Saved data entries:
--- START ---

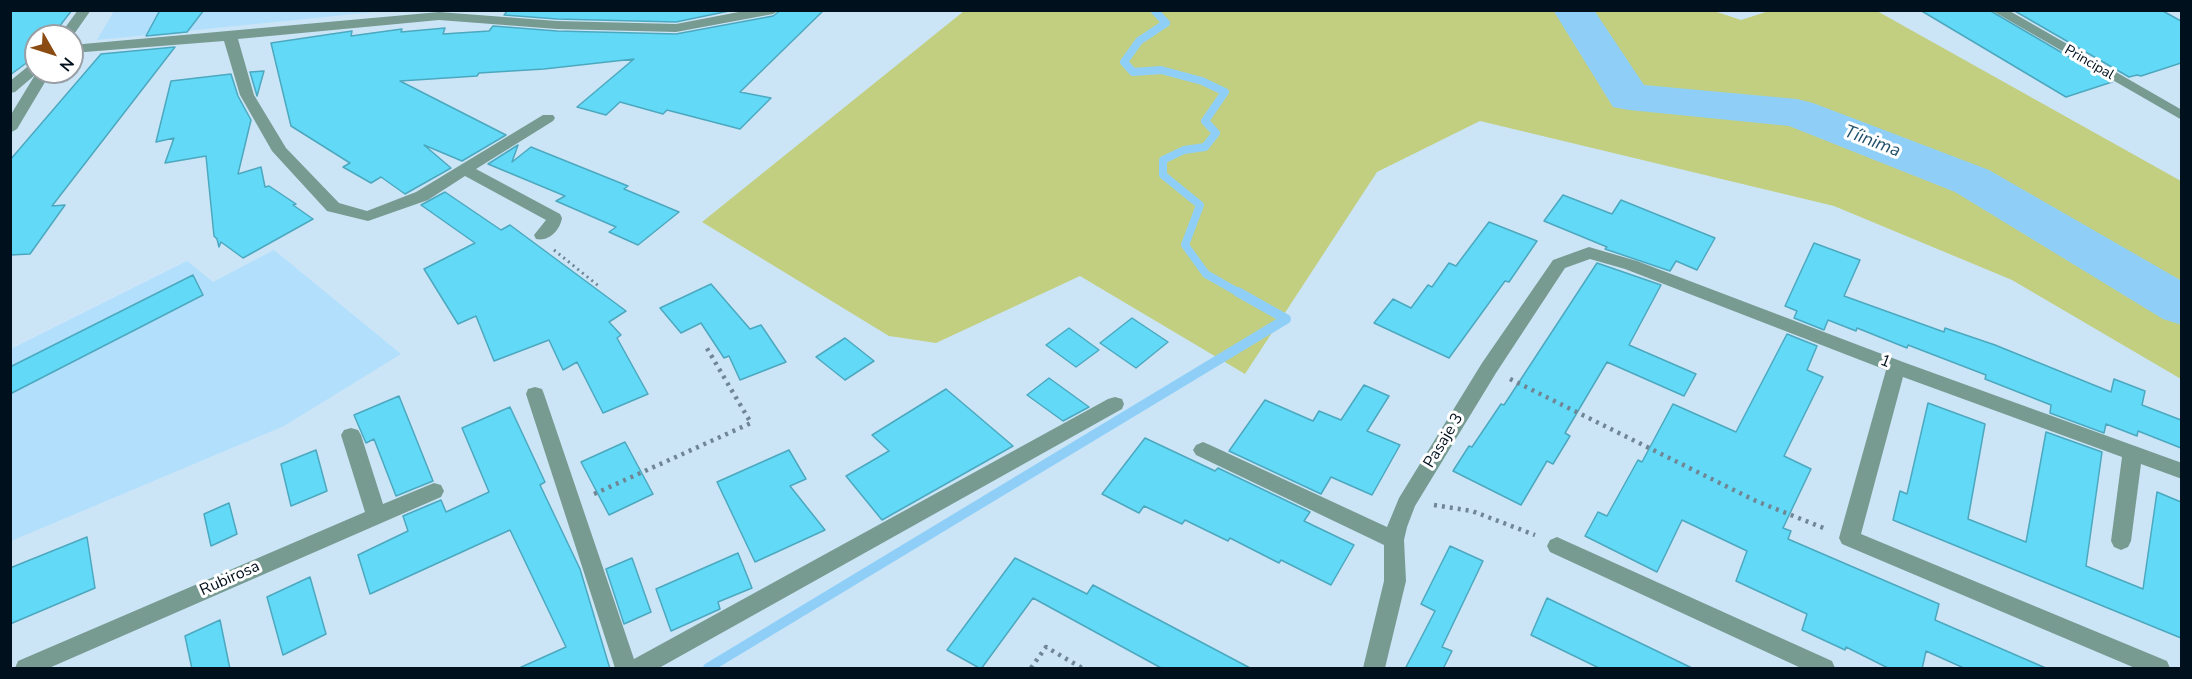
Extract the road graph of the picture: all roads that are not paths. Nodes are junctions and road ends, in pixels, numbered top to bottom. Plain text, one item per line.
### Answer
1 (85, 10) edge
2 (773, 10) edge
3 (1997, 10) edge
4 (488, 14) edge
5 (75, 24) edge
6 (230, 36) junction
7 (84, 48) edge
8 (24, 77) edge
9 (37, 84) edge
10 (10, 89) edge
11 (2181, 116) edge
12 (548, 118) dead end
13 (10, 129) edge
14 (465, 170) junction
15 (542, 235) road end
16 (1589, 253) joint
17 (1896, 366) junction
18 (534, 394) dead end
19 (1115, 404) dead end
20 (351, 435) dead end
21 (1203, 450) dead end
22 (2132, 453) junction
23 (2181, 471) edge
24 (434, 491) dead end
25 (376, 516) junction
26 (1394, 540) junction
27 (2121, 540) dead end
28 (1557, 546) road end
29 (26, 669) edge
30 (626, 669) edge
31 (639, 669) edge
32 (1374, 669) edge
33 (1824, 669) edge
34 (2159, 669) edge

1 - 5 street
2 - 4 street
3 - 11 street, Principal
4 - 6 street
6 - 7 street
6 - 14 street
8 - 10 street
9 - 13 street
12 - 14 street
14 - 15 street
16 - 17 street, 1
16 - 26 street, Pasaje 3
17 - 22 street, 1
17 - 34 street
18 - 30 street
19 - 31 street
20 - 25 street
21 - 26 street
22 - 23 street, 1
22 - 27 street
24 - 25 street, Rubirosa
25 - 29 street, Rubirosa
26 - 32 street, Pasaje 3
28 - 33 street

--- END ---
--- START ---

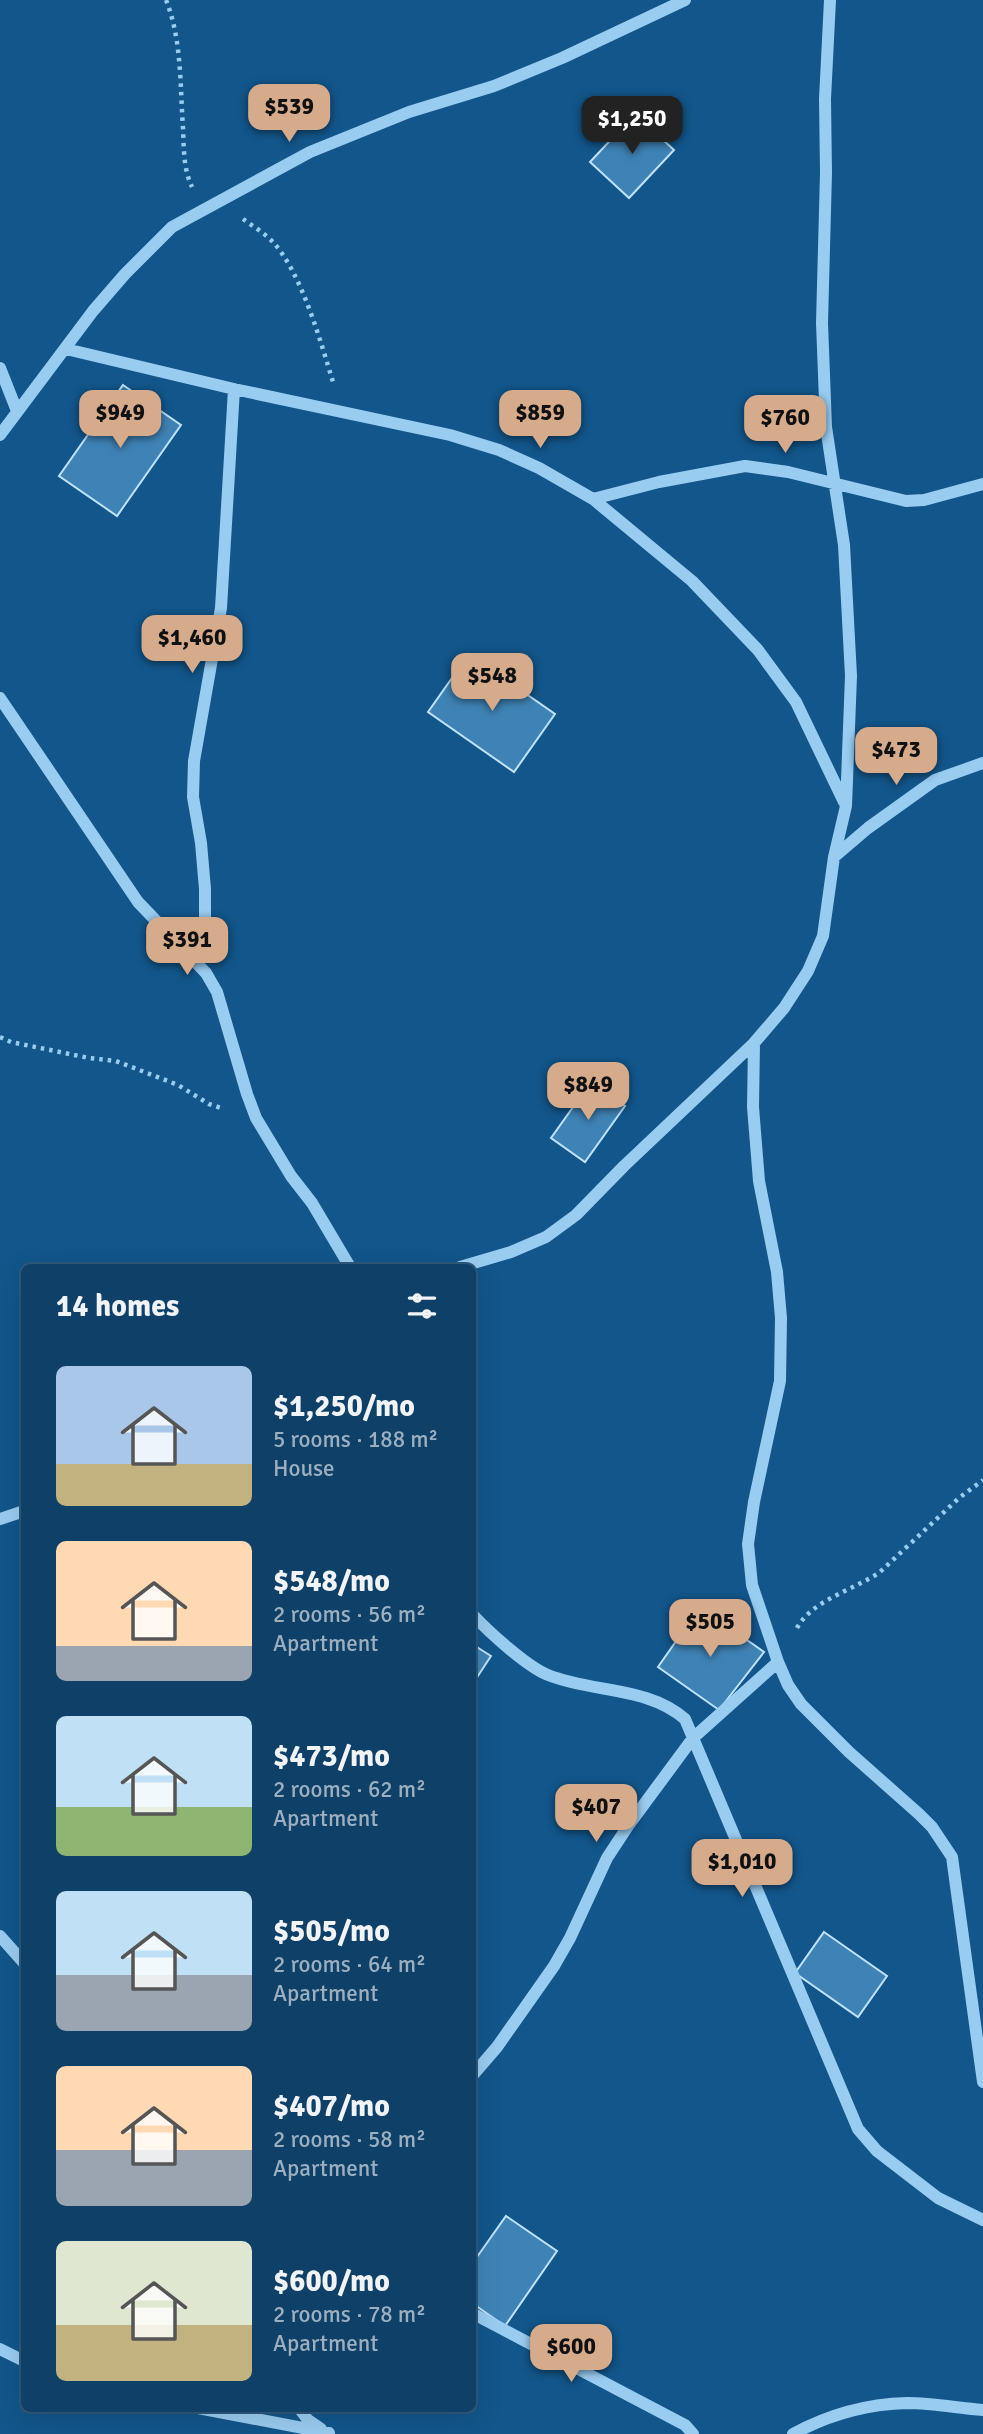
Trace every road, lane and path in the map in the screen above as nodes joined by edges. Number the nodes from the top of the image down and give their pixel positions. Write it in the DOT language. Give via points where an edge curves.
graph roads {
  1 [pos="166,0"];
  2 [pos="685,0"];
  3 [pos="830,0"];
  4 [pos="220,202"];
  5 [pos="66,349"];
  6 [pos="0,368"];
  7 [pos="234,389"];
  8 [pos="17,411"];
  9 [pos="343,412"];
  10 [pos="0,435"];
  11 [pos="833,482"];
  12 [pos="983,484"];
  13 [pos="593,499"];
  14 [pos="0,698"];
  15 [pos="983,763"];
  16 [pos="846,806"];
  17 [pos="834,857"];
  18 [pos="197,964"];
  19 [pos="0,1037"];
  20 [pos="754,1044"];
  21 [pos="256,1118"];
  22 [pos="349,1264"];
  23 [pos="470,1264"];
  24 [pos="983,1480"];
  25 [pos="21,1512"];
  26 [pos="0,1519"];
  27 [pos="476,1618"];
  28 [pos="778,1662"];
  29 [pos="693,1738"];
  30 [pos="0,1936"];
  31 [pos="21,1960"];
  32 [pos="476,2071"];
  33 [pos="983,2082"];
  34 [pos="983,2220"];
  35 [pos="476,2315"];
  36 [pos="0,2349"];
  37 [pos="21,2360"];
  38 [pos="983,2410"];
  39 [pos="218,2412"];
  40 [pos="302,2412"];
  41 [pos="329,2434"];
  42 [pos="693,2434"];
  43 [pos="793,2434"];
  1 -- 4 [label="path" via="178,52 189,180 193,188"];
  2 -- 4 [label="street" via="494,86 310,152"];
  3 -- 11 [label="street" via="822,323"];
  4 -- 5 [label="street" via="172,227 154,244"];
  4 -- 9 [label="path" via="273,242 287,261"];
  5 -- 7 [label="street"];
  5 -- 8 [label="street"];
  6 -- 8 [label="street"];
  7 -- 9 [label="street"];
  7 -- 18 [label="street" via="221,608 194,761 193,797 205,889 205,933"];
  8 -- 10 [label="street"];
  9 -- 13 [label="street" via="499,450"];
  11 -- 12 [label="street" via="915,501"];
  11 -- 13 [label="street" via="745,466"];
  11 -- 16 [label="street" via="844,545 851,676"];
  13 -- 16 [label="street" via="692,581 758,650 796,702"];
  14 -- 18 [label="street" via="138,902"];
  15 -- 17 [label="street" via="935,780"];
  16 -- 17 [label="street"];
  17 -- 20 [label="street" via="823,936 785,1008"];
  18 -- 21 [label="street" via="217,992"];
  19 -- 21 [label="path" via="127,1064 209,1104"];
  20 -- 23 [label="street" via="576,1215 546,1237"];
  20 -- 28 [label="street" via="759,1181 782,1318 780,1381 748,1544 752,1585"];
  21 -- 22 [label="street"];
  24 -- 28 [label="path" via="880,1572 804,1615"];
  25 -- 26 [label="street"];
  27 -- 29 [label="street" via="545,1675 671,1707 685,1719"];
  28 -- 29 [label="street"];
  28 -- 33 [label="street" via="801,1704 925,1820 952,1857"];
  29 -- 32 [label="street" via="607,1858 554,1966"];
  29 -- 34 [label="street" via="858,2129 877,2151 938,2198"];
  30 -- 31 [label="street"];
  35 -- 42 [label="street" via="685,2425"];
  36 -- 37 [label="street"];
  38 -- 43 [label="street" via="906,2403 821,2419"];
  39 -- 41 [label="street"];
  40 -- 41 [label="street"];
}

--- END ---

#### [Aim of the task]
Go through the records and tally the lines that include "dead". Write only the number.

#### [Task response]
7